Das Gehäuse des Echowerks nähert sich seiner Endform. Das Gerüst, entworfen von Architekt Andy Raeber und gebaut von Schreiner Friedrich Maag, wird unter der Aigide von Claude Lardon mit Glasplatten abgedeckt. Derweil verbindet der Orgelelektronik-Spezialist Thomas Bernhard die feinen Kabel. Im Untergrund wirkt Reimund Pingel im Windkanal. Wolfgang Sieber prüft die Lamellen, deren Stellung die Lautstärke des Echowerks bestimmen. 28. August 2015

Die Orgelbauer Claude Lardon und Reimund Pingel erstellen die Grundstruktur des Echowerks auf der Nordempore am 12. August 2015. Das Material dazu wird im Chor gelagert und auf die Empore getragen. Für die schwereren Teile benutzen sie einen Kran.

Am 18. Juni 2015 sind die Register Sousaphon und Euphonium bereit zur Vormontage. Diese Register wurden von der Orgelbau Kuhn speziell für das Echowerk entwickelt.

Dieter Utz diskutiert mit Wolfgang Sieber den Ausbau der Orgellandschaft in der Hofkirche. Gunter Böhme erklärt die Besonderheiten der Entwicklung der neuen Register. Das Filmteam beobachtet die Vor-Intonation der Pfeifen durch Thierry Pécaut und die Verkabelung der Windladen durch Thomas Bernhard.

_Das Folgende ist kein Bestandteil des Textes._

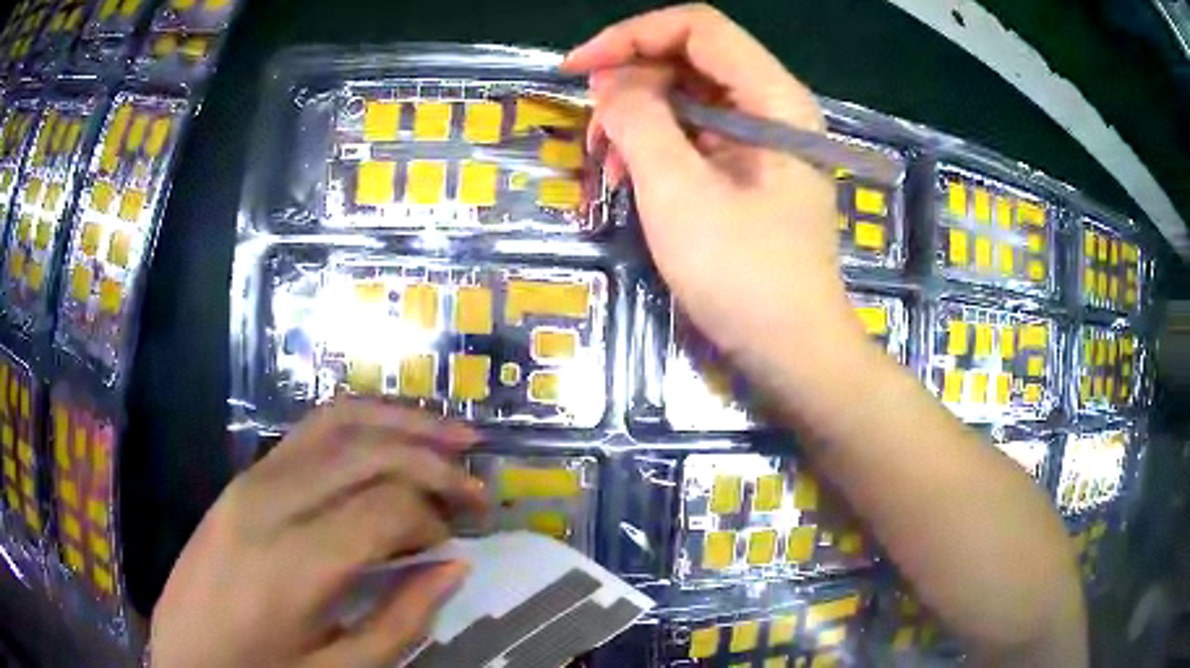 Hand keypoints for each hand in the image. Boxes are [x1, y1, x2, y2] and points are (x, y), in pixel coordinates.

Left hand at [149, 400, 486, 667]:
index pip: (385, 508)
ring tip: (453, 433)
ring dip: (401, 422)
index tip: (454, 543)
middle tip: (476, 486)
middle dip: (433, 459)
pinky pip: (308, 430)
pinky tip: (389, 433)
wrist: (184, 653)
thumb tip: (455, 567)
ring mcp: (251, 479)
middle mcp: (270, 503)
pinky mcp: (243, 476)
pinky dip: (359, 422)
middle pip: (367, 452)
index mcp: (293, 564)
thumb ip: (401, 620)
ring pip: (337, 422)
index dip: (433, 518)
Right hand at [564, 4, 865, 375]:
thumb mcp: (678, 192)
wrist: (793, 351)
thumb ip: (638, 120)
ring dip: (638, 119)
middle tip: (592, 131)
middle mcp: (774, 106)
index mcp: (773, 98)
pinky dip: (658, 147)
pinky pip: (696, 134)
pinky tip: (631, 180)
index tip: (577, 69)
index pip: (697, 27)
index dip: (630, 36)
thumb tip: (610, 81)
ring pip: (689, 97)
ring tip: (606, 166)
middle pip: (691, 59)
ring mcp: (764, 139)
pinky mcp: (751, 169)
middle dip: (631, 84)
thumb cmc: (743, 276)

11. bis 13. Mai 2015: Auf der Nordempore, wo das Echowerk zu stehen kommt, bauen Claude Lardon und Jörg Maurer, Orgelbauer der Orgelbau Kuhn, das Podest und die alten Bälge aus. Dabei kommt der originale Ziegelboden zum Vorschein.

Seit 9. April 2015:In der Firma Orgelbau Kuhn wird das Echowerk vormontiert, um alle Elemente auf ihre einwandfreie Funktion zu überprüfen.

9. Februar 2015: Die Arbeiten an den Pfeifen in der Firma Orgelbau Kuhn in Männedorf ZH sind in vollem Gang.